Remember that the weight people put on experiences tends to decrease as you move from experiences they had to experiences their friends had to experiences they just heard about. This is why trials and low-commitment business tactics work well – once people have tried something first-hand, they are far more likely to trust statements made about it than they were before trying it.

Representativeness

An unwieldy name for an unwieldy concept. This is the common error that says that if you have in your mind what a class of things should "look like" then anything that "looks like" that description is likely to be classified by your unconscious mind as being one of those things. The most famous experiment demonstrating this bias is as follows:

"Linda is 31 years old, single, outspoken, and very bright. She majored in philosophy. As a student, she was deeply concerned with issues of discrimination and social justice and also participated in antinuclear demonstrations".

People were presented with that description and then asked to estimate the probability of possible futures for Linda. Included in the list of options were "bank teller" and "bank teller active in the feminist movement". Many people apparently ranked the second as more likely than the first (despite the obvious logic mistake preventing that possibility).

Using this information

I haven’t really thought of any good applications of this bias. I’d be interested to hear yours in the comments.

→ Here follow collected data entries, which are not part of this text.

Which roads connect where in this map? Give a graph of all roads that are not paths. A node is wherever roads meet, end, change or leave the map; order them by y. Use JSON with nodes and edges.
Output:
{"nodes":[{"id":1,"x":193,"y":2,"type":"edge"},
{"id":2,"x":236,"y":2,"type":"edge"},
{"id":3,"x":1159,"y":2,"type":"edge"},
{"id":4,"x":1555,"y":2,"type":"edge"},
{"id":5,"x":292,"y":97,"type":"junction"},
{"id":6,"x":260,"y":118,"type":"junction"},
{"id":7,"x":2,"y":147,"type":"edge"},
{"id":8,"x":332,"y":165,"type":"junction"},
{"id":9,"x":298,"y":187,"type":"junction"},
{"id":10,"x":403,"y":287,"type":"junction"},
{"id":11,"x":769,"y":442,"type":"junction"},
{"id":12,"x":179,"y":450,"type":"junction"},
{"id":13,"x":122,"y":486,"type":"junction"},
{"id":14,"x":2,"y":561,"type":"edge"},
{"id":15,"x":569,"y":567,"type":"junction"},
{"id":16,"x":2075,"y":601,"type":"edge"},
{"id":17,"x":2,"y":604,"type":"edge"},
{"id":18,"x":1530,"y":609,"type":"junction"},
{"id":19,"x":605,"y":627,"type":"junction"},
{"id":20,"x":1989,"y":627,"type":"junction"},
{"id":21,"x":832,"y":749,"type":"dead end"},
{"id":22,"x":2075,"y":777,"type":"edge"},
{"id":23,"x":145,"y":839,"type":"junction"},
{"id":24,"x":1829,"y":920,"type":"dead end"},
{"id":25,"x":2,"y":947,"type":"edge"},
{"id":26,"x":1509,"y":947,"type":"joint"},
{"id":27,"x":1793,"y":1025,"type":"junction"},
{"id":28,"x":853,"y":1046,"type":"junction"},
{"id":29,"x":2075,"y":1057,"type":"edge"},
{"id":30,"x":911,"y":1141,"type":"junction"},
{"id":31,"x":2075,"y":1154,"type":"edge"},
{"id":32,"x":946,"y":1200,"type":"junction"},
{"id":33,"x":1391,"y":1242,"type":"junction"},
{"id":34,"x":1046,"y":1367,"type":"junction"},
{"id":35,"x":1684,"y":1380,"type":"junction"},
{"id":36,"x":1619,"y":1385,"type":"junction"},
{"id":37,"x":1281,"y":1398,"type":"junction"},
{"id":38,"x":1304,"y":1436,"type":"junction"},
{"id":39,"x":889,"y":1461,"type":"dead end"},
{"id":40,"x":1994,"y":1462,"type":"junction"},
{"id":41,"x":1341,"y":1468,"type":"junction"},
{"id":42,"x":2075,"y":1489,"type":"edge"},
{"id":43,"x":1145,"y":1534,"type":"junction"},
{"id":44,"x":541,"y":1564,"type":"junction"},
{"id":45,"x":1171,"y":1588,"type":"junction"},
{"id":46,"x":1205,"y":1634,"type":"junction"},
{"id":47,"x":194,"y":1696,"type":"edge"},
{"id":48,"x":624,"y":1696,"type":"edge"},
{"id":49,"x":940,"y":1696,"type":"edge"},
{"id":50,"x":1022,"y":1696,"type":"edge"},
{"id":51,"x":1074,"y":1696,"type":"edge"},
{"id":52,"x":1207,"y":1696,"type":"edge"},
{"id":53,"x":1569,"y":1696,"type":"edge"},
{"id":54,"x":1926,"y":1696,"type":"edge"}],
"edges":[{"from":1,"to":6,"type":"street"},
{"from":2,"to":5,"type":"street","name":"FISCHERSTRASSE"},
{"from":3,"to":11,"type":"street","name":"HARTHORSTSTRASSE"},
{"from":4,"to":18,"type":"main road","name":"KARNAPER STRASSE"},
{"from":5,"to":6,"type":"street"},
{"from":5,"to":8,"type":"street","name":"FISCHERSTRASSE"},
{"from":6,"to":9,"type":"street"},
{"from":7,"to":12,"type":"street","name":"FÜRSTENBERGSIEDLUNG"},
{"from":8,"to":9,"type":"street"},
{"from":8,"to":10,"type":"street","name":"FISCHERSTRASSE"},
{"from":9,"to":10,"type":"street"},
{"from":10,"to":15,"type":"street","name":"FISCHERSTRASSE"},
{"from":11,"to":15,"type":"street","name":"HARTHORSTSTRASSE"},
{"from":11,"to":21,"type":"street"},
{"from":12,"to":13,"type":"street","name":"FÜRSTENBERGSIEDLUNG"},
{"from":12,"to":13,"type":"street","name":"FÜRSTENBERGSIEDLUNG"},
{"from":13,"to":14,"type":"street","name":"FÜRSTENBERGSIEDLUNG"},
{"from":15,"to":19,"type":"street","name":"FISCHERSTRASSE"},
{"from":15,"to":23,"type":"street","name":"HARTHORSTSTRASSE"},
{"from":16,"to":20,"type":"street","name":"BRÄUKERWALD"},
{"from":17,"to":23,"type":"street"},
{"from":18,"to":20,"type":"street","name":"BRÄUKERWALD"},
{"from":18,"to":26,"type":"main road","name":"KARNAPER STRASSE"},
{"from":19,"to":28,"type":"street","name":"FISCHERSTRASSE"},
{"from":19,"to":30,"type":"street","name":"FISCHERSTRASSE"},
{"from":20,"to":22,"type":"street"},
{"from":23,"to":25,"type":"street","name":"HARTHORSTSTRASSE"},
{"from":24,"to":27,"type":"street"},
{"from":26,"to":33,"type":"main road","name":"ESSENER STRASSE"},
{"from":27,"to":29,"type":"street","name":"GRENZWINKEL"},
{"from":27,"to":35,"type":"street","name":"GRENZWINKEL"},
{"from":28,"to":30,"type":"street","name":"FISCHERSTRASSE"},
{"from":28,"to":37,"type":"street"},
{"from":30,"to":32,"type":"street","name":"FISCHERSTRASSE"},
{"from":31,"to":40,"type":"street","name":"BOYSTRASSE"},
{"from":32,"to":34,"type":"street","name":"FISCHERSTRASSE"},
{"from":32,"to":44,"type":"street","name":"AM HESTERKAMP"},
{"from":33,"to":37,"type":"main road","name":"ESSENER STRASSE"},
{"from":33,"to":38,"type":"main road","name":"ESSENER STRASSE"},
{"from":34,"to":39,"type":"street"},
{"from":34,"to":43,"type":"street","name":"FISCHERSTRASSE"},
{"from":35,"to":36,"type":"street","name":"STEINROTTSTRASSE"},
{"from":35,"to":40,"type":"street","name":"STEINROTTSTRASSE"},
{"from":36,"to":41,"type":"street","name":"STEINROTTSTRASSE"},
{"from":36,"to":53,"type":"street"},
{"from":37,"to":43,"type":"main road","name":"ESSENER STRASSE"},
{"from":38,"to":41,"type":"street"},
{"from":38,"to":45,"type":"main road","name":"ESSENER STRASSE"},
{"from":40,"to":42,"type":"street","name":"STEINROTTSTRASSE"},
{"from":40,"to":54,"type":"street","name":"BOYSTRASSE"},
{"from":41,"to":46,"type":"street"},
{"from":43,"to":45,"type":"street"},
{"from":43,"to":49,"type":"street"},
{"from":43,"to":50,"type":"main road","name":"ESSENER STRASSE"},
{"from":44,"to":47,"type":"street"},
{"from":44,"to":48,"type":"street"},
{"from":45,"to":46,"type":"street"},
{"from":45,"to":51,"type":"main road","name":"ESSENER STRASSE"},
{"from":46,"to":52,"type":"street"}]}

One other common manifestation of the representativeness bias is the inability for many to believe that outcomes of many things are random because they don’t ‘look’ random. This has an impact on the presentation of data in reporting. It is important that you give clients or bosses tools for assessing real trends in numbers like conversions or traffic because otherwise there will be a strong chance that random fluctuations will be seen as real trends – causing painful future issues!

Optimism and confidence

People are generally more optimistic about their own future than they should be. When asked the chances of their business failing and about the chances of "businesses like yours" failing, business owners tend to give drastically different answers (sometimes as much as 0% vs. 30% when asked about the next year).

Using this information

This is more one to avoid common pitfalls over (like the representativeness bias) than one where I have come up with good ‘uses’. Remember that bosses and clients will believe their project / linkbait / website implementation will have a greater chance of success than equivalent projects even with no good reason. Beware!

Gains vs. losses

It is quite well known that most people fear losses far more than they value gains (compulsive gamblers can sometimes be found swapping these two traits).

Using this information

This effect leads to an even more powerful one which is a preference for the status quo (no, not necessarily a preference for Status Quo). It is only one of the reasons why people prefer things to stay the way they are (simple inertia being one other). But it leads to powerful effects – if you can just get someone to take an action that changes the default then it is likely that you will continue to benefit.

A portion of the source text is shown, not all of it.